Assignment ::
Each line below that includes the word "Zanádražní" is to be reported.

Stored items ::
_ _ _ _ _
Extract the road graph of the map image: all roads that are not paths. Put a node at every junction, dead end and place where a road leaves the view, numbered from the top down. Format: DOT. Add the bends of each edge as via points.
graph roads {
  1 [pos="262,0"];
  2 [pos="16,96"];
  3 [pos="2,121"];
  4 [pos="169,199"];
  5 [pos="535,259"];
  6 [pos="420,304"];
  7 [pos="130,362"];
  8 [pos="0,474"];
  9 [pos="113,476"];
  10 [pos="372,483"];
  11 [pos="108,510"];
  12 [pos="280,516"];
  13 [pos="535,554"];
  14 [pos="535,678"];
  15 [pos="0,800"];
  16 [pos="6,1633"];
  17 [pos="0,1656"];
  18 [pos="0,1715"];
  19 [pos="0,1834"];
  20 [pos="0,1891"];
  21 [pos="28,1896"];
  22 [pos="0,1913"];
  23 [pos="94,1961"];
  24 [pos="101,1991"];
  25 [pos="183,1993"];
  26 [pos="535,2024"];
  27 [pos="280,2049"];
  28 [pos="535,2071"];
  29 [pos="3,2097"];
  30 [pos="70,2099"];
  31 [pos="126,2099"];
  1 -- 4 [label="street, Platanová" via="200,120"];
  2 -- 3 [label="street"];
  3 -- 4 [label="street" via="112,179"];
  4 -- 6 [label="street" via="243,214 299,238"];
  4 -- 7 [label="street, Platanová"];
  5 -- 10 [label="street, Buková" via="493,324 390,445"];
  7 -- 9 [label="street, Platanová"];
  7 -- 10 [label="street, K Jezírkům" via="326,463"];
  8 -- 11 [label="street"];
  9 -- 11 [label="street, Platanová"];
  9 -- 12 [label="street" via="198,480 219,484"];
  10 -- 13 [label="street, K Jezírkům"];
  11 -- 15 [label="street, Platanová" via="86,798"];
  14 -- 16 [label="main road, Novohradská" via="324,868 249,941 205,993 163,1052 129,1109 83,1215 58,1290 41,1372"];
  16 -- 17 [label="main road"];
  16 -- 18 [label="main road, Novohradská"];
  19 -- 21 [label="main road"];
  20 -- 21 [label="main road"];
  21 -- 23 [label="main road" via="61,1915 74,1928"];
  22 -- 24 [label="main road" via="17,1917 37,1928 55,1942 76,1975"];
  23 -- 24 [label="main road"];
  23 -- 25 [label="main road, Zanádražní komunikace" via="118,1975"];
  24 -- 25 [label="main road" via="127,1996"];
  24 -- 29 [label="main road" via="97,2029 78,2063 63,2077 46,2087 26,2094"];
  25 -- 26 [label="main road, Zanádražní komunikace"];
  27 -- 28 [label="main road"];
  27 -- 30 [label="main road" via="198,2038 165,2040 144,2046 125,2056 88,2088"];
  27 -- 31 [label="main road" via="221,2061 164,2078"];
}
_ _ _ _ _
Completed exercise ::
  23 -- 25 [label="main road, Zanádražní komunikace" via="118,1975"];
  25 -- 26 [label="main road, Zanádražní komunikace"];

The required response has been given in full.